O Estado de São Paulo, n. 46797, 02/12/2021. Link p.B20

 

Será que a inteligência artificial será capaz de responder a dilemas éticos?

 

As supermáquinas ainda têm dificuldade de lidar com temas que extrapolam a lógica matemática, como a moralidade

 

Pesquisadores de um laboratório de inteligência artificial em Seattle chamado Instituto Allen para Inteligência Artificial revelaram uma nova tecnologia no mês passado que foi projetada para fazer julgamentos morais. Eles a chamaram de Delphi, em homenagem ao oráculo religioso consultado pelos antigos gregos. Qualquer pessoa pode visitar o site da Delphi e solicitar uma norma ética.

Joseph Austerweil, psicólogo da Universidade de Wisconsin-madison, testou a tecnologia com alguns cenários. Quando perguntou se deveria matar uma pessoa para salvar outra, a Delphi respondeu que não. Quando perguntou se era certo matar uma pessoa para salvar outras 100, a resposta foi sim. Ele, então, perguntou se deveria matar alguém para salvar outras 101. Desta vez, a Delphi disse que não deveria. Ou seja: o tema da moralidade parece tão difícil para as supermáquinas quanto para os humanos.

 

PRECONCEITOS. A Delphi, que recebeu mais de 3 milhões de visitas nas últimas semanas, é um projeto para resolver o que alguns veem como um grande problema nos sistemas de IA: ferramentas de reconhecimento facial e assistentes digitais deixam transparecer preconceito de sexo e raça.

Redes sociais como Facebook e Twitter fracassaram em controlar o discurso de ódio.
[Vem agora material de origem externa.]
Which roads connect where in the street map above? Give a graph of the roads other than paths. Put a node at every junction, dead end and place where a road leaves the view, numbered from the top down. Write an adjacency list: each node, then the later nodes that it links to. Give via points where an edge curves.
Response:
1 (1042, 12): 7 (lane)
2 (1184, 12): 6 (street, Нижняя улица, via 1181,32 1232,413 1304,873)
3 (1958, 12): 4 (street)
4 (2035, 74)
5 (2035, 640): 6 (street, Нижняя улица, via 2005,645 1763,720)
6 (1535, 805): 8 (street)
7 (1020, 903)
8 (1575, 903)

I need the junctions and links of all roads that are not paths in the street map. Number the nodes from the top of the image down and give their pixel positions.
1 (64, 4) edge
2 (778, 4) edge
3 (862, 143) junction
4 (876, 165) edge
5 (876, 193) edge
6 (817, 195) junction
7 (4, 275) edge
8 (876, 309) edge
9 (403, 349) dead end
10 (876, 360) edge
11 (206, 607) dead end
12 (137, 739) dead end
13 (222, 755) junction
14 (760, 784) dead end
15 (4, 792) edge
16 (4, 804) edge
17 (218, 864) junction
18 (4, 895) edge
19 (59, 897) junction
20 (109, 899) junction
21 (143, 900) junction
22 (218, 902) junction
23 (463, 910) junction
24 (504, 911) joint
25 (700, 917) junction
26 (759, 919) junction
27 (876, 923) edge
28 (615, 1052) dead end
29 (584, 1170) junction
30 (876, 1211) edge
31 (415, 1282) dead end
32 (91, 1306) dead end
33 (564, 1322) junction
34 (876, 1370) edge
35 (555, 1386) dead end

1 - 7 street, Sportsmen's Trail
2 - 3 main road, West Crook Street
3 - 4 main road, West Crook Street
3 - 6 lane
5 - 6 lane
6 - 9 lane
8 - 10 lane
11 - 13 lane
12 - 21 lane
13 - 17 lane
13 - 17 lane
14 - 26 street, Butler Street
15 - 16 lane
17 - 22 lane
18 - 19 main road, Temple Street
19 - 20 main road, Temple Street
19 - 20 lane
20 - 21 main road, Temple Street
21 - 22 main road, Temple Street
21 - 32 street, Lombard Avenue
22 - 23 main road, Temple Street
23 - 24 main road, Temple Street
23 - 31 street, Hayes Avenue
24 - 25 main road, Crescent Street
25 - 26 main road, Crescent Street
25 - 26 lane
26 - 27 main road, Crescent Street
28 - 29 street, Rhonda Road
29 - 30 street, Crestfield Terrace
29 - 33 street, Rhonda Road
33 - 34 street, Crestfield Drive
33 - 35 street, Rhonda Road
Algoritmos usados por tribunais, repartições de liberdade condicional e departamentos de polícia emitem recomendações de liberdade condicional e sentenças que são arbitrárias.

Um número cada vez maior de cientistas da computação e especialistas em ética está trabalhando em problemas como esses. E a Delphi espera construir uma estrutura ética a ser instalada em qualquer serviço online.

 

'CONSCIENTES'. "É um primeiro passo para tornar os sistemas de IA melhor informados eticamente, socialmente conscientes e culturalmente inclusivos", disse Yejin Choi, pesquisadora do Instituto Allen e líder do projeto.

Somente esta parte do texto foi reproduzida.